* What the task requires *
Whenever a line in the data below includes the string "inset", copy it out.

* Source material *

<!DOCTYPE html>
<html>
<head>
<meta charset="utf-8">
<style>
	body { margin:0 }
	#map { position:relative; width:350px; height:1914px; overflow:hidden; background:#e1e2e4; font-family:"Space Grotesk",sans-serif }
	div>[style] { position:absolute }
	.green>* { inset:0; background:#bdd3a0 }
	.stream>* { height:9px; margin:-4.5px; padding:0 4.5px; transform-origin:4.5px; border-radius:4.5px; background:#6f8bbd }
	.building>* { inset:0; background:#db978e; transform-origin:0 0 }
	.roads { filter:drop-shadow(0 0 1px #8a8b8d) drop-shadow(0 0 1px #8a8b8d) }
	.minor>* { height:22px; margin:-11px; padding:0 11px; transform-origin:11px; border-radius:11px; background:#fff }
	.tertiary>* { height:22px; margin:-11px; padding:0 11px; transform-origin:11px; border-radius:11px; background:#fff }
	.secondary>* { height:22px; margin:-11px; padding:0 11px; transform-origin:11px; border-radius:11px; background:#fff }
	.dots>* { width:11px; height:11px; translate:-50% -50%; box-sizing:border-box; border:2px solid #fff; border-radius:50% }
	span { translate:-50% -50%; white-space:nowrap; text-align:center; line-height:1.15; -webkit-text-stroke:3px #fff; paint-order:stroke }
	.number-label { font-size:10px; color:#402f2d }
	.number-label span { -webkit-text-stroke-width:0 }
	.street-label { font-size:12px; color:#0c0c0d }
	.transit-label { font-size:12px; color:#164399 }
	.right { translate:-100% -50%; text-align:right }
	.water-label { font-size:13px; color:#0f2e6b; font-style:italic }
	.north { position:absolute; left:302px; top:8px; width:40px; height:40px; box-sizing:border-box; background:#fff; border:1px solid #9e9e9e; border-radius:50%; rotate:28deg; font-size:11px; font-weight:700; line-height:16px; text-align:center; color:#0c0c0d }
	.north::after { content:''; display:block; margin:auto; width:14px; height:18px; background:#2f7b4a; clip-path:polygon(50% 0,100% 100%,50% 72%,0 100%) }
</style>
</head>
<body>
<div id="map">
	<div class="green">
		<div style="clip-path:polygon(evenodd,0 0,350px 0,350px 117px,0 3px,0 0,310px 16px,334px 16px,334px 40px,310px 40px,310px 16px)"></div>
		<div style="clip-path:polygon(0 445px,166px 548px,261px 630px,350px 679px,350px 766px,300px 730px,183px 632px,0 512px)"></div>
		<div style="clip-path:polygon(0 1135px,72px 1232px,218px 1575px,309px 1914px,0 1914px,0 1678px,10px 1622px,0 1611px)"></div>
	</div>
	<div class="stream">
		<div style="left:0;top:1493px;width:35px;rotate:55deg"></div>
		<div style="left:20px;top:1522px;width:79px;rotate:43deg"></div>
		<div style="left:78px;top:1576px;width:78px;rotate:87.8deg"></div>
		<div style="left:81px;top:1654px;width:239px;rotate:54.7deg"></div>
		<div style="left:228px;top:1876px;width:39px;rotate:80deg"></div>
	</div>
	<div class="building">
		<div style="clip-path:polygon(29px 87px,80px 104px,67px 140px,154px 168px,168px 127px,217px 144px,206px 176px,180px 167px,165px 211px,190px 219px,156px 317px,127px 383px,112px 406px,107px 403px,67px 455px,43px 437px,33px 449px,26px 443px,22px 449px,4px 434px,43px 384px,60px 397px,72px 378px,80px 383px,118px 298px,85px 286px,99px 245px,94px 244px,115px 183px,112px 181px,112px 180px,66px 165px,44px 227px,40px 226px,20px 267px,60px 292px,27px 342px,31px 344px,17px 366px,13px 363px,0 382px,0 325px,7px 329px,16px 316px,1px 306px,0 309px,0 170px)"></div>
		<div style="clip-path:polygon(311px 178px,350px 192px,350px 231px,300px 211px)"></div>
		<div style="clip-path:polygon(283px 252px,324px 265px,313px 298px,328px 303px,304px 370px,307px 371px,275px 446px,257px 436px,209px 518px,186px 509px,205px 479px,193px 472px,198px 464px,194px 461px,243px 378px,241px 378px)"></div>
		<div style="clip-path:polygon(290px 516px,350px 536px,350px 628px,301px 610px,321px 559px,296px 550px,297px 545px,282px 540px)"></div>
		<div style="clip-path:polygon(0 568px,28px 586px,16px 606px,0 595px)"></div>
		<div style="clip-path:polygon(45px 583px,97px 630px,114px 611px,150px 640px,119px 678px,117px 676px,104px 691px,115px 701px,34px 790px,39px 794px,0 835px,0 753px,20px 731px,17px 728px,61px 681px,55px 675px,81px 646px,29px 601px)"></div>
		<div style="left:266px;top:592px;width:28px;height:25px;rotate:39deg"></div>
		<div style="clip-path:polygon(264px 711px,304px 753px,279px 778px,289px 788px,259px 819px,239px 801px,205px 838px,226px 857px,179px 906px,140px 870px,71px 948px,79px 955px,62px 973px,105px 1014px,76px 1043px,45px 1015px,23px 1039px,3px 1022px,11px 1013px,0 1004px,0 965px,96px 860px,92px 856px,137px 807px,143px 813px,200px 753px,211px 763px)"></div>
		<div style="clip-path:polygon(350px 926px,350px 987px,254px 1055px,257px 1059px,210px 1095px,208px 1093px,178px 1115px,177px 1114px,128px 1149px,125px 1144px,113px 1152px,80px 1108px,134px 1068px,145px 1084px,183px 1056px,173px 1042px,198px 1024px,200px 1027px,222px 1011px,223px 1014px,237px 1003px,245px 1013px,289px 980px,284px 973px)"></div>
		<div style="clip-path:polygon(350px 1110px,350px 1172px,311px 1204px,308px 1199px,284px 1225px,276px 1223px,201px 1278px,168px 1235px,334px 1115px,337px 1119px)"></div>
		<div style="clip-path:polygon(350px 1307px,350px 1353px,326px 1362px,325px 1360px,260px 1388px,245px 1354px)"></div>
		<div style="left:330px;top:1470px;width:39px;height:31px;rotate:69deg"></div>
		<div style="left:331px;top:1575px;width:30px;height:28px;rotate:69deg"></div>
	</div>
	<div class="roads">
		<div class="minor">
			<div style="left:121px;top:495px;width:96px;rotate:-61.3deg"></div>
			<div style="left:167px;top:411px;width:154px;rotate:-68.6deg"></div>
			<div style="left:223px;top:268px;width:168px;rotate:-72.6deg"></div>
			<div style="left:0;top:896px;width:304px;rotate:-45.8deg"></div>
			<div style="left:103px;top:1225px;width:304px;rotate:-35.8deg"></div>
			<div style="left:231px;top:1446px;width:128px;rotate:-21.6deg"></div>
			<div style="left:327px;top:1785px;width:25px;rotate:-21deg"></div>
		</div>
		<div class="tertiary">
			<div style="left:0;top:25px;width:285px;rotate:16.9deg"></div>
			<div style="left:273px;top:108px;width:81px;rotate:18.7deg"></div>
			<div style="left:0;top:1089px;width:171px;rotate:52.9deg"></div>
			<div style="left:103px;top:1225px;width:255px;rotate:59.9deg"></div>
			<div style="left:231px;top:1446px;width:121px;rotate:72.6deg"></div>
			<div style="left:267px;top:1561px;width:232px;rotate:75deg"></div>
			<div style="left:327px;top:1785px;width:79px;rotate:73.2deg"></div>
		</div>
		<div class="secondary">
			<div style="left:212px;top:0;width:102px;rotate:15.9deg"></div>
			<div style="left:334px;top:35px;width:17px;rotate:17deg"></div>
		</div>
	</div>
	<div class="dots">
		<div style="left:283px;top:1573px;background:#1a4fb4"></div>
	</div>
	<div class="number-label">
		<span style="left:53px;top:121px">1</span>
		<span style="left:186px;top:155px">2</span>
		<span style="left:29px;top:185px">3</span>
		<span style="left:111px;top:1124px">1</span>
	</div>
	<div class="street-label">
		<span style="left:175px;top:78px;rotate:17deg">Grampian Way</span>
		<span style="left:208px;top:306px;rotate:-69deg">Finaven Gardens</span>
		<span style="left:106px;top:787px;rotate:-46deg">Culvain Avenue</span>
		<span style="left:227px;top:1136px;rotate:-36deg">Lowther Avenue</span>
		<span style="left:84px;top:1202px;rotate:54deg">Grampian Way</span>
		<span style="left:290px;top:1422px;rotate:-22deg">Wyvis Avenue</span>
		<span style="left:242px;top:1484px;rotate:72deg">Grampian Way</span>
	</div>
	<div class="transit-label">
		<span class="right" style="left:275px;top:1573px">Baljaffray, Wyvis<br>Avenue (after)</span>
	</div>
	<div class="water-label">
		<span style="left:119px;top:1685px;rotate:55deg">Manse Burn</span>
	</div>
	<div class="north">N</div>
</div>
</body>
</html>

* Response to this task *
	.green>* { inset:0; background:#bdd3a0 }
	.building>* { inset:0; background:#db978e; transform-origin:0 0 }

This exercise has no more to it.